India's foreign minister Sushma Swaraj met with Nepal's top leaders Saturday during a visit to expand New Delhi's engagement with a neighbourhood increasingly drawn to China. Swaraj's trip, which follows a visit last month to Bangladesh, is part of an ongoing campaign by India's new government led by Prime Minister Narendra Modi, to renew neglected ties as Beijing makes deeper forays into South Asia.
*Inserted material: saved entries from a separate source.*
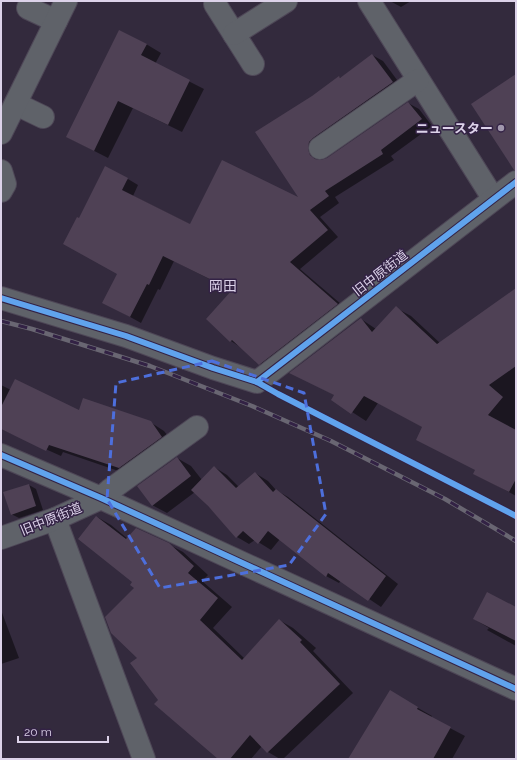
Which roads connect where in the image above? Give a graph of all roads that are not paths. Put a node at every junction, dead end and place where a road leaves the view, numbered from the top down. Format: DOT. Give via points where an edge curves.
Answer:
graph roads {
  1 [pos="66,1"];
  2 [pos="286,1"];
  3 [pos="369,1"];
  4 [pos="215,4"];
  5 [pos="28,8"];
  6 [pos="56,22"];
  7 [pos="234,34"];
  8 [pos="253,64"];
  9 [pos="418,80"];
  10 [pos="16,104"];
  11 [pos="43,117"];
  12 [pos="1,133"];
  13 [pos="320,148"];
  14 [pos="1,171"];
  15 [pos="516,182"];
  16 [pos="1,192"];
  17 [pos="493,198"];
  18 [pos="1,298"];
  19 [pos="197,427"];
  20 [pos="1,455"];
  21 [pos="101,498"];
  22 [pos="55,519"];
  23 [pos="1,538"];
  24 [pos="516,689"];
  25 [pos="144,759"];
  1 -- 6 [label="street"];
  2 -- 7 [label="street"];
  3 -- 9 [label="street"];
  4 -- 7 [label="street"];
  5 -- 6 [label="street"];
  6 -- 10 [label="street"];
  7 -- 8 [label="street"];
  9 -- 13 [label="street"];
  9 -- 17 [label="street"];
  10 -- 11 [label="street"];
  10 -- 12 [label="street"];
  14 -- 16 [label="street" via="5,184"];
  15 -- 17 [label="street, 旧中原街道"];
  17 -- 18 [label="street, 旧中原街道" via="257,382 126,336"];
  19 -- 21 [label="street, 旧中原街道"];
  20 -- 21 [label="street"];
  21 -- 22 [label="street, 旧中原街道"];
  21 -- 24 [label="street"];
  22 -- 23 [label="street, 旧中原街道"];
  22 -- 25 [label="street"];
}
"Her principal message in all of today's engagements was... that the new government of India is very keen to impart renewed momentum to our multifaceted bilateral relations," Indian foreign ministry spokesman Syed Akbaruddin told reporters in Nepal's capital, Kathmandu. Swaraj, who is on a three-day visit to the Himalayan nation, met Prime Minister Sushil Koirala, President Ram Baran Yadav and the chairman of the former ruling Maoists, Pushpa Kamal Dahal, better known as Prachanda.
Her trip to Nepal will be followed by a visit by Modi early next month, the first bilateral visit by an Indian premier in 17 years, Akbaruddin said. India has traditionally exerted huge influence in Nepal, which has faced repeated bouts of political instability as successive governments have failed to draft a post-war constitution after a decade-long Maoist insurgency ended eight years ago.
Swaraj urged Nepal's leaders to "work for an inclusive constitution whose ownership is accepted by all and... (which) accommodates the desires of all," Akbaruddin said. He added that India hoped to deepen its trade links with Nepal, with a focus on hydropower projects that could meet the needs of both energy-starved nations.
New Delhi is Kathmandu's sole provider of fuel and its biggest trading partner, accounting for a massive 47 percent of foreign direct investment in the country. In recent years, however, China has been gradually making its presence felt in the impoverished Himalayan nation, spending billions of dollars on infrastructure projects ranging from roads to hydropower plants.
Nepal has endured prolonged political limbo since 2006, when former rebel Maoists laid down arms and signed a peace deal, paving the way for constituent assembly polls two years later. Since then, the country has been politically paralysed, with the assembly - which also serves as the parliament - perpetually deadlocked over plans to draft a new constitution.